[Data excerpts]

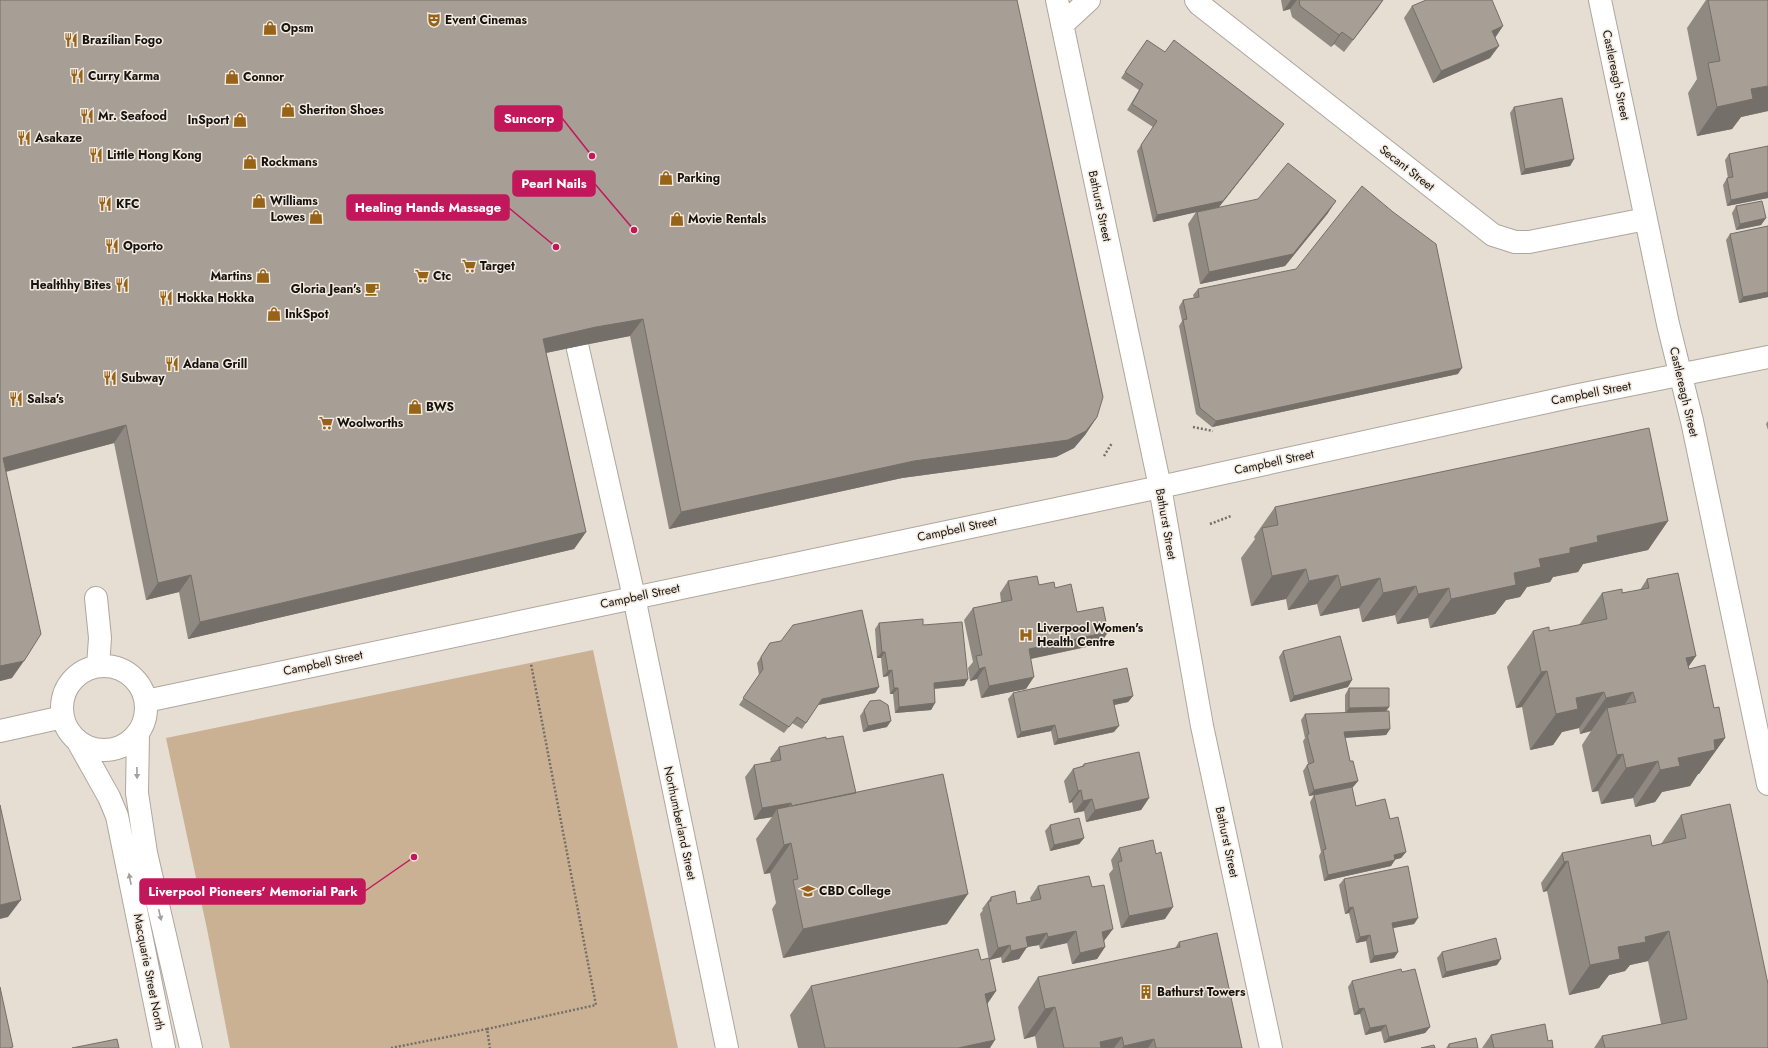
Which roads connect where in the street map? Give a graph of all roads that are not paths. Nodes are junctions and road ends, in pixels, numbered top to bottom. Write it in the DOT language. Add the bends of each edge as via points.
graph roads {
  1 [pos="1057,0"];
  2 [pos="1089,0"];
  3 [pos="1600,0"];
  4 [pos="1193,1"];
  5 [pos="1062,25"];
  6 [pos="1646,219"];
  7 [pos="567,302"];
  8 [pos="1768,357"];
  9 [pos="1680,376"];
  10 [pos="1160,487"];
  11 [pos="634,597"];
  12 [pos="96,598"];
  13 [pos="98,666"];
  14 [pos="146,701"];
  15 [pos="63,717"];
  16 [pos="0,731"];
  17 [pos="138,734"];
  18 [pos="77,740"];
  19 [pos="1768,784"];
  20 [pos="164,1048"];
  21 [pos="191,1048"];
  22 [pos="727,1048"];
  23 [pos="1271,1048"];
  1 -- 5 [label="street, Bathurst Street"];
  2 -- 5 [label="street"];
  3 -- 6 [label="street, Castlereagh Street"];
  4 -- 6 [label="street, Secant Street" via="1492,235 1515,242 1529,242"];
  5 -- 10 [label="street, Bathurst Street"];
  6 -- 9 [label="street, Castlereagh Street"];
  7 -- 11 [label="street, Northumberland Street"];
  8 -- 9 [label="street, Campbell Street"];
  9 -- 10 [label="street, Campbell Street" via="1574,396"];
  9 -- 19 [label="street, Castlereagh Street" via="1692,421"];
  10 -- 11 [label="street, Campbell Street"];
  10 -- 23 [label="street, Bathurst Street" via="1202,726"];
  11 -- 14 [label="street, Campbell Street"];
  11 -- 22 [label="street, Northumberland Street"];
  12 -- 13 [label="street" via="100,638"];
  13 -- 14 [label="street" via="124,670 142,688"];
  13 -- 15 [label="street" via="74,679 66,690 62,704"];
  14 -- 17 [label="street" via="144,724"];
  15 -- 16 [label="street"];
  15 -- 18 [label="street" via="68,730"];
  17 -- 18 [label="street" via="128,743 115,749 89,747"];
  17 -- 21 [label="street, Macquarie Street North, one-way" via="137,793 146,853"];
  20 -- 18 [label="street, Macquarie Street North, one-way" via="117,816"];
}
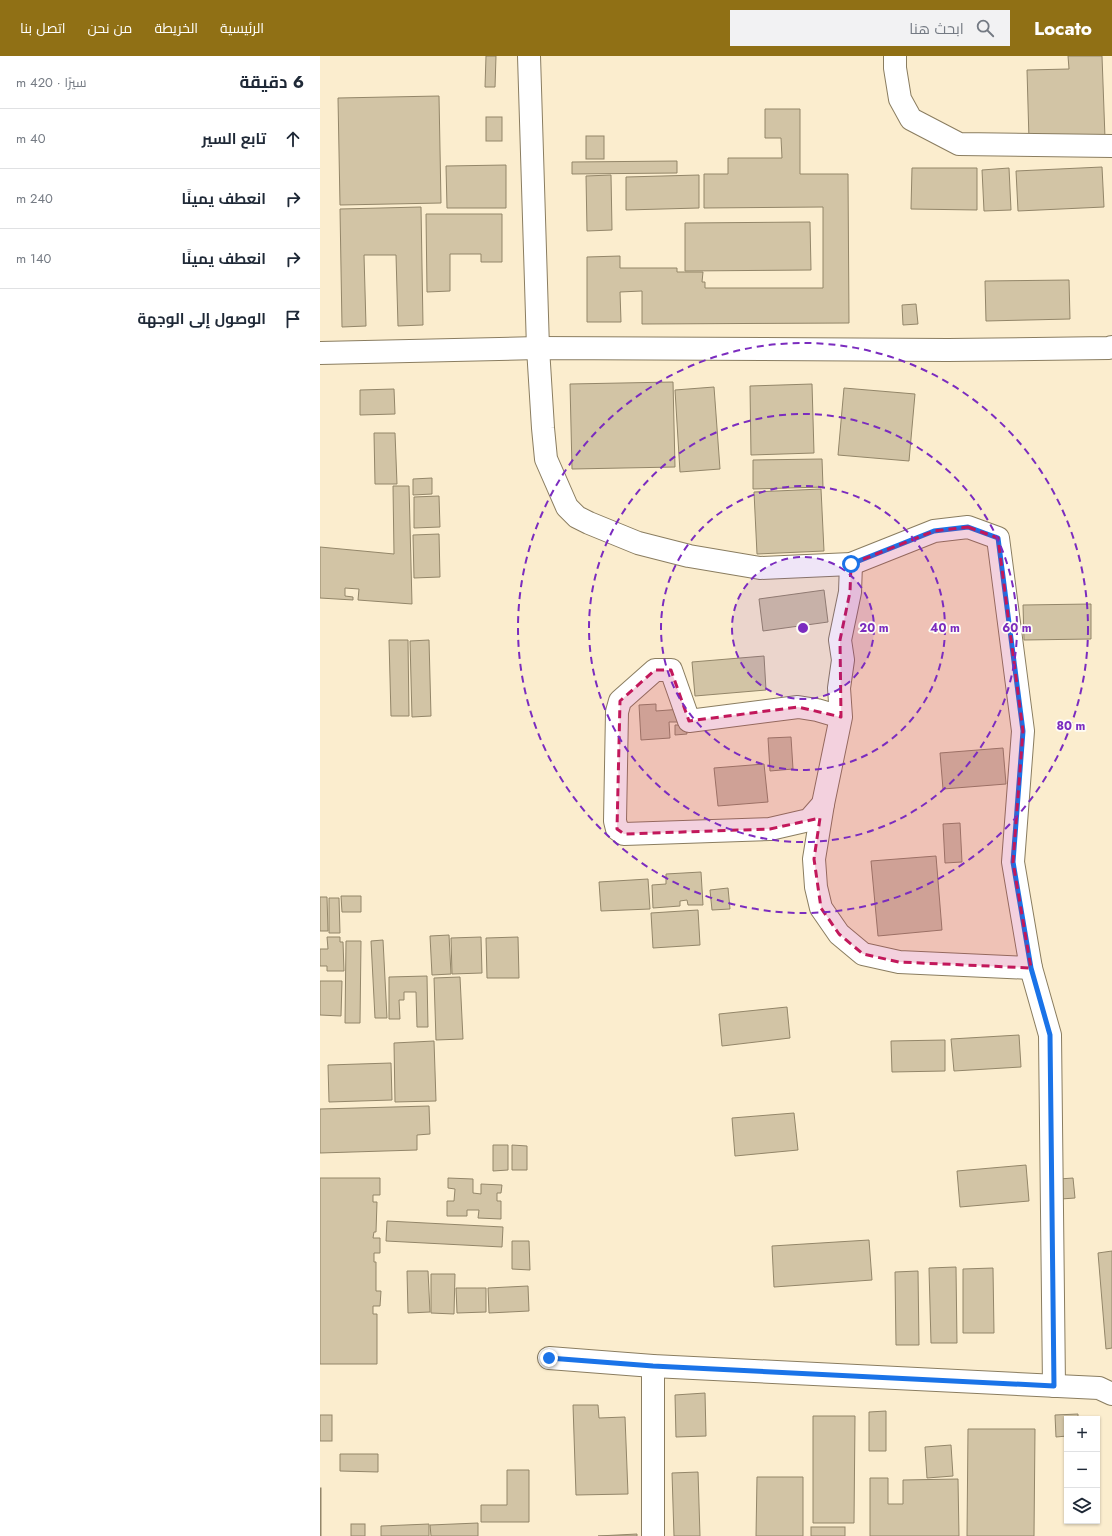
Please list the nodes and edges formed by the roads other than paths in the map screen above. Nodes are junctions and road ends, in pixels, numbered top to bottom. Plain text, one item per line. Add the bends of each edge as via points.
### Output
1 (529, 56) edge
2 (895, 56) edge
3 (1112, 146) edge
4 (1112, 347) edge
5 (538, 348) junction
6 (320, 353) edge
7 (851, 564) junction
8 (841, 717) junction
9 (822, 804) junction
10 (1031, 968) junction
11 (549, 1358) dead end
12 (653, 1366) junction
13 (1054, 1386) junction
14 (1112, 1394) edge
15 (653, 1536) edge

1 - 5 street
2 - 3 street via 900,99 910,119 959,144
4 - 5 street via 948,350
5 - 6 street
5 - 7 street via 546,459 567,506 577,517 638,543 689,556 760,568
7 - 8 street via 850,592 840,640
7 - 10 street via 934,531 968,527 998,538 1023,731 1013,862
8 - 9 street
8 - 9 street via 798,706 689,721 671,670 655,670 620,701 617,712 615,821 617,828 624,834 770,828 809,820
9 - 10 street via 814,860 821,908 839,934 863,954 899,962
10 - 13 street via 1050,1035
11 - 12 street
12 - 13 street
12 - 15 street
13 - 14 street via 1099,1388

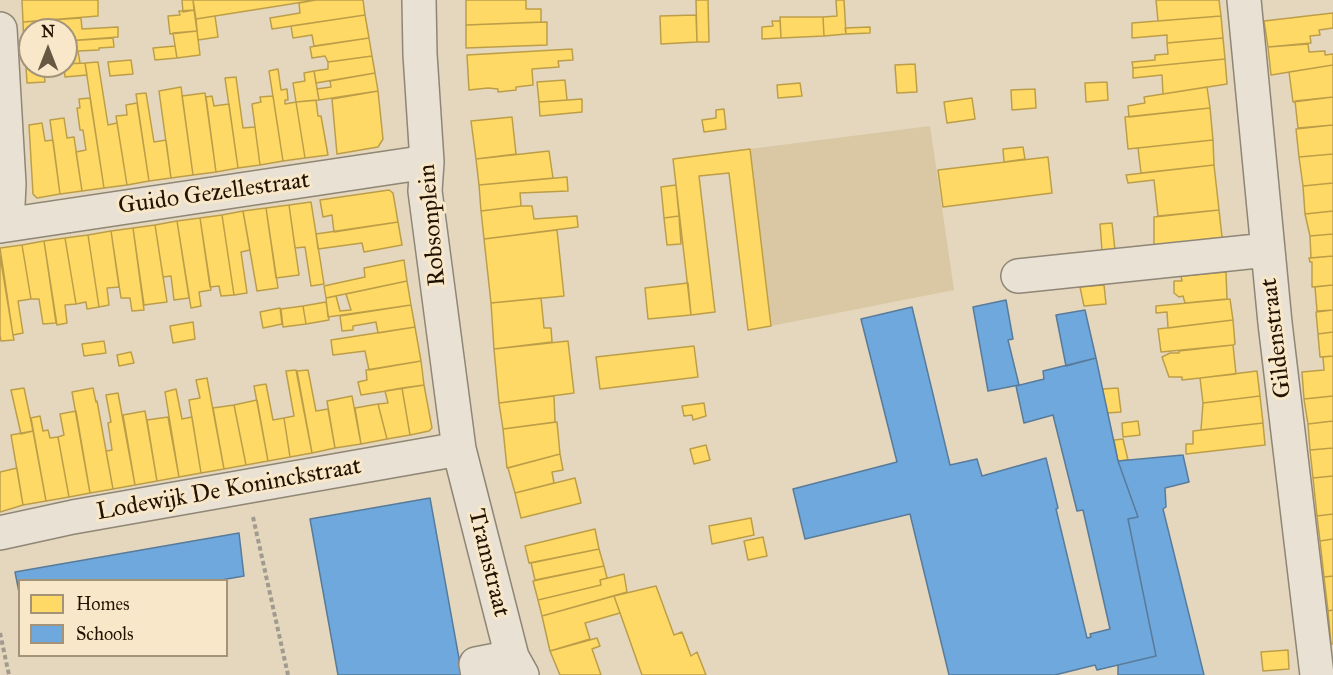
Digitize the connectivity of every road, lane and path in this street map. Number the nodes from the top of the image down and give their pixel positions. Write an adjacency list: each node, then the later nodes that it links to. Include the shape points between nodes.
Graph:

# Exercise prompt:
Please retype every record above exactly, leaving out the pictures.

# Answer below:
Which roads connect where in the street map? Give a graph of all roads that are not paths. Nodes are junctions and road ends, in pixels, numbered top to bottom. Write it in the DOT language. Add the bends of each edge as via points.
graph roads {
  1 [pos="1057,0"];
  2 [pos="1089,0"];
  3 [pos="1600,0"];
  4 [pos="1193,1"];
  5 [pos="1062,25"];
  6 [pos="1646,219"];
  7 [pos="567,302"];
  8 [pos="1768,357"];
  9 [pos="1680,376"];
  10 [pos="1160,487"];
  11 [pos="634,597"];
  12 [pos="96,598"];
  13 [pos="98,666"];
  14 [pos="146,701"];
  15 [pos="63,717"];
  16 [pos="0,731"];
  17 [pos="138,734"];
  18 [pos="77,740"];
  19 [pos="1768,784"];
  20 [pos="164,1048"];
  21 [pos="191,1048"];
  22 [pos="727,1048"];
  23 [pos="1271,1048"];
  1 -- 5 [label="street, Bathurst Street"];
  2 -- 5 [label="street"];
  3 -- 6 [label="street, Castlereagh Street"];
  4 -- 6 [label="street, Secant Street" via="1492,235 1515,242 1529,242"];
  5 -- 10 [label="street, Bathurst Street"];
  6 -- 9 [label="street, Castlereagh Street"];
  7 -- 11 [label="street, Northumberland Street"];
  8 -- 9 [label="street, Campbell Street"];
  9 -- 10 [label="street, Campbell Street" via="1574,396"];
  9 -- 19 [label="street, Castlereagh Street" via="1692,421"];
  10 -- 11 [label="street, Campbell Street"];
  10 -- 23 [label="street, Bathurst Street" via="1202,726"];
  11 -- 14 [label="street, Campbell Street"];
  11 -- 22 [label="street, Northumberland Street"];
  12 -- 13 [label="street" via="100,638"];
  13 -- 14 [label="street" via="124,670 142,688"];
  13 -- 15 [label="street" via="74,679 66,690 62,704"];
  14 -- 17 [label="street" via="144,724"];
  15 -- 16 [label="street"];
  15 -- 18 [label="street" via="68,730"];
  17 -- 18 [label="street" via="128,743 115,749 89,747"];
  17 -- 21 [label="street, Macquarie Street North, one-way" via="137,793 146,853"];
  20 -- 18 [label="street, Macquarie Street North, one-way" via="117,816"];
}
Please list the nodes and edges formed by the roads other than paths in the map screen above. Nodes are junctions and road ends, in pixels, numbered top to bottom. Plain text, one item per line. Add the bends of each edge as via points.
### Output
1 (529, 56) edge
2 (895, 56) edge
3 (1112, 146) edge
4 (1112, 347) edge
5 (538, 348) junction
6 (320, 353) edge
7 (851, 564) junction
8 (841, 717) junction
9 (822, 804) junction
10 (1031, 968) junction
11 (549, 1358) dead end
12 (653, 1366) junction
13 (1054, 1386) junction
14 (1112, 1394) edge
15 (653, 1536) edge

1 - 5 street
2 - 3 street via 900,99 910,119 959,144
4 - 5 street via 948,350
5 - 6 street
5 - 7 street via 546,459 567,506 577,517 638,543 689,556 760,568
7 - 8 street via 850,592 840,640
7 - 10 street via 934,531 968,527 998,538 1023,731 1013,862
8 - 9 street
8 - 9 street via 798,706 689,721 671,670 655,670 620,701 617,712 615,821 617,828 624,834 770,828 809,820
9 - 10 street via 814,860 821,908 839,934 863,954 899,962
10 - 13 street via 1050,1035
11 - 12 street
12 - 13 street
12 - 15 street
13 - 14 street via 1099,1388

Digitize the connectivity of every road, lane and path in this street map. Number the nodes from the top of the image down and give their pixel positions. Write an adjacency list: each node, then the later nodes that it links to. Include the shape points between nodes.
Graph:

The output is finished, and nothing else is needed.